Inputs drive cell phenotype variability.

What is the significance of the extensive variability observed in individual members of a single-cell phenotype? This question is particularly relevant to the highly differentiated organization of the brain. In this study, for the first time, we analyze the in vivo variability within a neuronal phenotype in terms of input type. We developed a large-scale gene-expression data set from several hundred single brainstem neurons selected on the basis of their specific synaptic input types. The results show a surprising organizational structure in which neuronal variability aligned with input type along a continuum of sub-phenotypes and corresponding gene regulatory modules. Correlations between these regulatory modules and specific cellular states were stratified by synaptic input type.
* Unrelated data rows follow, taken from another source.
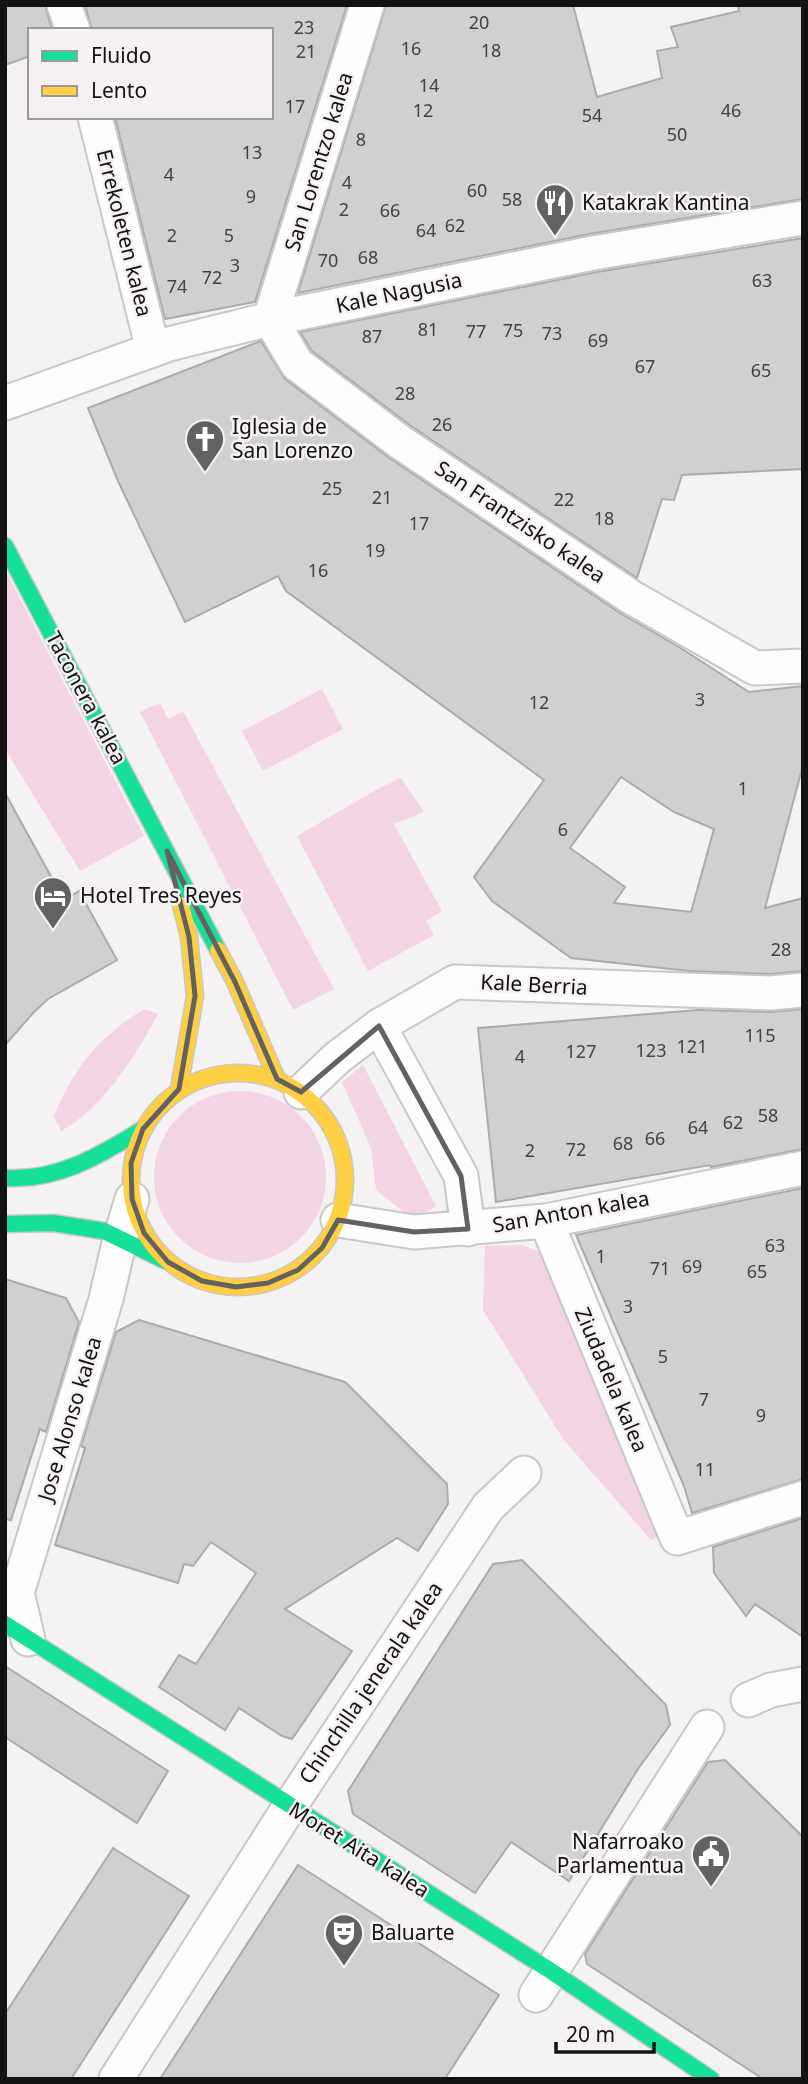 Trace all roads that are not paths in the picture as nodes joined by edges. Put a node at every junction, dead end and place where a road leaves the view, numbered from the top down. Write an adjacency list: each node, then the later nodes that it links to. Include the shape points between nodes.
1 (64, 5): 3 (street)
2 (368, 5): 6 (street, San Lorentzo kalea)
3 (71, 28)
4 (96, 119): 7 (street, Errekoleten kalea)
5 (803, 218): 6 (street, Kale Nagusia, via 593,253)
6 (270, 319): 7 (street, Kale Nagusia); 10 (street, San Frantzisko kalea, via 297,364 400,442 631,597 755,668)
7 (153, 349): 8 (street, Kale Nagusia)
8 (5, 403)
9 (5, 546): 11 (street, Taconera kalea)
10 (803, 666)
11 (167, 851): 14 (street, Taconera kalea); 15 (street, Taconera kalea, via 189,937 195,996)
12 (803, 990): 13 (street, Kale Berria, via 771,993 455,982)
13 (379, 1026): 14 (street, Kale Berria); 23 (street, via 461,1176)
14 (289, 1086): 15 (street, via 244,1072 210,1076); 20 (street, via 318,1108 342,1149 345,1196)
15 (179, 1089): 16 (street)
16 (143, 1129): 18 (street, via 92,1161 54,1175); 19 (street, via 131,1163)
17 (803, 1168): 21 (street, San Anton kalea)
18 (5, 1178)
19 (132, 1199): 24 (street, Jose Alonso kalea); 25 (street, via 144,1233)
20 (338, 1220): 23 (street, San Anton kalea, via 414,1232); 25 (street, via 322,1248 298,1270 268,1283 236,1287 202,1281)
21 (546, 1221): 23 (street, San Anton kalea); 27 (street, Ziudadela kalea, via 677,1538)
22 (5, 1224): 24 (street, via 53,1223 104,1231)
23 (468, 1229)
24 (120, 1239): 25 (street); 28 (street, Jose Alonso kalea, via 17,1593)
25 (168, 1262)
26 (524, 1473): 32 (street, Chinchilla jenerala kalea, via 488,1507)
27 (803, 1498)
28 (17, 1631): 32 (street, Moret Aita kalea)
29 (803, 1684): 30 (street)
30 (748, 1700)
31 (707, 1727): 33 (street)
32 (290, 1806): 33 (street, Moret Aita kalea); 34 (street, Chinchilla jenerala kalea)
33 (543, 1983): 35 (street, Moret Aita kalea)
34 (116, 2079)
35 (711, 2079)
Moreover, we found that the phenotype gradient and correlated regulatory modules were maintained across subjects. As these specific cellular states are a function of the inputs received, the stability of these states represents "attractor"-like states along a dynamic landscape that is influenced and shaped by inputs, enabling distinct state-dependent functional responses. We interpret the phenotype gradient as arising from analog tuning of underlying regulatory networks driven by distinct inputs to individual cells. Our results change the way we understand how a phenotypic population supports robust biological function by integrating the environmental experience of individual cells. Our results provide an explanation of the functional significance of the pervasive variability observed within a cell type and are broadly applicable to understanding the relationship between cellular input history and cell phenotype within all tissues.